Records drawn from a dataset:
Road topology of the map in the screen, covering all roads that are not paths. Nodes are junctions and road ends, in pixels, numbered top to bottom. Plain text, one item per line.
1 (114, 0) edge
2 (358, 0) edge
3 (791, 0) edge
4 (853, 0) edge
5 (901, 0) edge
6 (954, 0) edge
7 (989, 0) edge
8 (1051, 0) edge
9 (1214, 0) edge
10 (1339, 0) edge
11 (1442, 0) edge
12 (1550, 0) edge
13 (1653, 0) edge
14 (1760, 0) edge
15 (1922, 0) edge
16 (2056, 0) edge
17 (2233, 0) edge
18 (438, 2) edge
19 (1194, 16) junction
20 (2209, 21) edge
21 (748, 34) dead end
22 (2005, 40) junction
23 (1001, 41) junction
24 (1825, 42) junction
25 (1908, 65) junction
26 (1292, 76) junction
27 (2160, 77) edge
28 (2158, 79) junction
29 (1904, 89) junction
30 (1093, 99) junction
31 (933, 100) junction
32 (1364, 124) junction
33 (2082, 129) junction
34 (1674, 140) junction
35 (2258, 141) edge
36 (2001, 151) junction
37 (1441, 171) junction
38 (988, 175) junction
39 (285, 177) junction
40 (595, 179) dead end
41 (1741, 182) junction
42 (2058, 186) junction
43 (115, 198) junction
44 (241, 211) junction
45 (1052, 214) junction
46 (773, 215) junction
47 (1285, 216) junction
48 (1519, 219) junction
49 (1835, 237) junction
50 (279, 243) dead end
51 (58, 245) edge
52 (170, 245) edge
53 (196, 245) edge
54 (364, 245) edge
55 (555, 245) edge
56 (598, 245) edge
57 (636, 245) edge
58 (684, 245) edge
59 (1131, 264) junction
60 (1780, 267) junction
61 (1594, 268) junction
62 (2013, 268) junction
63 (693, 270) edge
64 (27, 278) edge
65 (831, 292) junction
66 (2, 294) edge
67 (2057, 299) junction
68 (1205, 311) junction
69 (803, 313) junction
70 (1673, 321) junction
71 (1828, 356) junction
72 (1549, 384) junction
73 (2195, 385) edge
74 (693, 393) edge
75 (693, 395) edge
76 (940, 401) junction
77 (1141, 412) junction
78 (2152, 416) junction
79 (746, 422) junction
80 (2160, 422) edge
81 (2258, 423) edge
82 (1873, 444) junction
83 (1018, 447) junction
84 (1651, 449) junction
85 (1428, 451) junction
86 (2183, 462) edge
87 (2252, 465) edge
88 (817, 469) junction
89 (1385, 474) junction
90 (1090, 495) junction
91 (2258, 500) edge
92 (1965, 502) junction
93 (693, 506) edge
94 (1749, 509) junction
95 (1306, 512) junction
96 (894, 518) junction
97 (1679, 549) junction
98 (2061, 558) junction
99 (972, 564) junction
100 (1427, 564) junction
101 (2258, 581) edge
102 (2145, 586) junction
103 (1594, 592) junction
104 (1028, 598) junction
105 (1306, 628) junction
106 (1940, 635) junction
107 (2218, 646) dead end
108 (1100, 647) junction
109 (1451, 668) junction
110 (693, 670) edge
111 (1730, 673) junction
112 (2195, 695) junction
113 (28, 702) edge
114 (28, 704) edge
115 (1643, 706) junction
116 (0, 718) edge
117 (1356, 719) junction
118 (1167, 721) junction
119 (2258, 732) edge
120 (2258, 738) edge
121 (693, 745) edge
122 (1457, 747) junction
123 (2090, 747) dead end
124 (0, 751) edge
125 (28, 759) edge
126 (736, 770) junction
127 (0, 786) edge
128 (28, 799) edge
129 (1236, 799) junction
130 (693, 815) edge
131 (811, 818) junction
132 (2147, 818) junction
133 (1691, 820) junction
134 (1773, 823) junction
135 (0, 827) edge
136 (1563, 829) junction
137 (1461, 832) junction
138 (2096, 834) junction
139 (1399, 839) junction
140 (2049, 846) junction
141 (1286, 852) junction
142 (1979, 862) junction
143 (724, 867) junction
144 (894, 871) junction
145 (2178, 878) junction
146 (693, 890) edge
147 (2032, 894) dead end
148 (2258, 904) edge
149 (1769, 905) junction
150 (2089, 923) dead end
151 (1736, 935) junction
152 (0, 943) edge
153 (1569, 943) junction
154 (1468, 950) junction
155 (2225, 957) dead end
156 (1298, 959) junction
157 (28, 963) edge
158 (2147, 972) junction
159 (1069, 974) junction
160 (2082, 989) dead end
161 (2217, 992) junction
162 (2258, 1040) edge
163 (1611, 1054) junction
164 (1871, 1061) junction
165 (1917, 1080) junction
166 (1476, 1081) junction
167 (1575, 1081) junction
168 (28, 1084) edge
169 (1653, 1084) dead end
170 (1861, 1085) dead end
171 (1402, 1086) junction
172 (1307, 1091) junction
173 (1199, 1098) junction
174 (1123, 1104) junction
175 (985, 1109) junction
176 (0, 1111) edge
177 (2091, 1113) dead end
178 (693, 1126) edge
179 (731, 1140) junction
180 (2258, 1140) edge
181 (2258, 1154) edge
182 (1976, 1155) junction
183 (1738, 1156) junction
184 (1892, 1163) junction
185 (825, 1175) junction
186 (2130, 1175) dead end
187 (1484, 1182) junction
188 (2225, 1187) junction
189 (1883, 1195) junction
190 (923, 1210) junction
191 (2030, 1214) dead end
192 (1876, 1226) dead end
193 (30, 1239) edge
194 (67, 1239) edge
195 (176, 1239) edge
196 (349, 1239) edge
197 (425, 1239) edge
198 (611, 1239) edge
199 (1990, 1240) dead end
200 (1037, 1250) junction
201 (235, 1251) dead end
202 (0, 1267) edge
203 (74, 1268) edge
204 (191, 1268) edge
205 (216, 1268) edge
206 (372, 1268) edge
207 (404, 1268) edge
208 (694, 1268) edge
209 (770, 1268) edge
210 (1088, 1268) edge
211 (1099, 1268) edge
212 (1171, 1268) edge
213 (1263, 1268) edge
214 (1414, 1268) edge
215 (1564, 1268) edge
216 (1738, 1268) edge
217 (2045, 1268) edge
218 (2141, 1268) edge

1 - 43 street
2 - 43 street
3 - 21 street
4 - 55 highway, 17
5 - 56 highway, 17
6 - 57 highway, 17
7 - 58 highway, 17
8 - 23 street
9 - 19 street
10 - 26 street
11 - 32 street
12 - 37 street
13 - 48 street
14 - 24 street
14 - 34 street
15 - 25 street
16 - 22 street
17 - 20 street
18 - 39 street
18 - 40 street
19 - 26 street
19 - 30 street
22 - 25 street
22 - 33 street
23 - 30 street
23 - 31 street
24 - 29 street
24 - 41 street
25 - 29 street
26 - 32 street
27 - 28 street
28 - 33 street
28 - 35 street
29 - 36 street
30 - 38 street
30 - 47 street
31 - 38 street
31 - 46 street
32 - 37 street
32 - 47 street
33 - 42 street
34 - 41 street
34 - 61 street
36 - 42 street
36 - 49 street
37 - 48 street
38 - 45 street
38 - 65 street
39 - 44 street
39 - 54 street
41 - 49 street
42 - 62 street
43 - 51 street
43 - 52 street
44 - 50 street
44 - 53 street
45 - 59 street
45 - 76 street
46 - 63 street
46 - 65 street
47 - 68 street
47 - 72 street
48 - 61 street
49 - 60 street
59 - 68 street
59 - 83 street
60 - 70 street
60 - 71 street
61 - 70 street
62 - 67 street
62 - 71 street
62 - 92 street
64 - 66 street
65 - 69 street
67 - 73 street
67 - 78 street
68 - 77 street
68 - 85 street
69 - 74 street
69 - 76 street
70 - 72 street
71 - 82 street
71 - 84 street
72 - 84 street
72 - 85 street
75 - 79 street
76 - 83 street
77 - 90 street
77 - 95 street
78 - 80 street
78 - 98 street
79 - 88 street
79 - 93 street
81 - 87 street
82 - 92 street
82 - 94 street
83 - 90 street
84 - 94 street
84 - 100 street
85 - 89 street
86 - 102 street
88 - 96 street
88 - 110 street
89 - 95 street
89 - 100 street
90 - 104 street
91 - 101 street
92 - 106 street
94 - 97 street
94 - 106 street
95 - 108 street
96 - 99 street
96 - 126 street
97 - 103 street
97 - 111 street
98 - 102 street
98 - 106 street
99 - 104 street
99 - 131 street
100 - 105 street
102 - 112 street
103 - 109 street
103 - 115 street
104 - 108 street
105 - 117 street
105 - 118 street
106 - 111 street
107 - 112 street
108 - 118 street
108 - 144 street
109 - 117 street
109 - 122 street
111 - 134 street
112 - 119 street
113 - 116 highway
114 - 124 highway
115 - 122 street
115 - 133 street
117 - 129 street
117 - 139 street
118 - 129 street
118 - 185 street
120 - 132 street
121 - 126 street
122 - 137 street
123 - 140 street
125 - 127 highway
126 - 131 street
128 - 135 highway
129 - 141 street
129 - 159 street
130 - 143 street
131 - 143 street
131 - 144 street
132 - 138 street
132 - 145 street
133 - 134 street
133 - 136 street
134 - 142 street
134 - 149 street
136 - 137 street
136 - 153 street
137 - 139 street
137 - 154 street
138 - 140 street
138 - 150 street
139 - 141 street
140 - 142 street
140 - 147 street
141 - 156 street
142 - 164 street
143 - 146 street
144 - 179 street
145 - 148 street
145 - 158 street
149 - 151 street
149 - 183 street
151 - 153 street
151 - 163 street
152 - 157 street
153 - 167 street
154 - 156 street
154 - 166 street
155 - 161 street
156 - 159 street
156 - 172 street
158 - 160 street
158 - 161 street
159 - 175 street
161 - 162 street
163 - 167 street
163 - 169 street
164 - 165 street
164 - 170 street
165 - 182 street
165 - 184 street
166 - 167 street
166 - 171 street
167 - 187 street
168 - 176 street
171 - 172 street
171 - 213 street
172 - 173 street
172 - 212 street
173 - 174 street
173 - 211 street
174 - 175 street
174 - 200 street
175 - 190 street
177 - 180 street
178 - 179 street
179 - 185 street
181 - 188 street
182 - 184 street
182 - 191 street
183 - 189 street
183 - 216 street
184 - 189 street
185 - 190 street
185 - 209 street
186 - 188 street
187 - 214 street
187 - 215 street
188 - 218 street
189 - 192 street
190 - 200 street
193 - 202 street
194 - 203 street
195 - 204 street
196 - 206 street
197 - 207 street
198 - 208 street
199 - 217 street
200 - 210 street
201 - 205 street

To do
Using the data above, return every line that contains the string "highway".

Reply to the task
4 - 55 highway, 17
5 - 56 highway, 17
6 - 57 highway, 17
7 - 58 highway, 17
113 - 116 highway
114 - 124 highway
125 - 127 highway
128 - 135 highway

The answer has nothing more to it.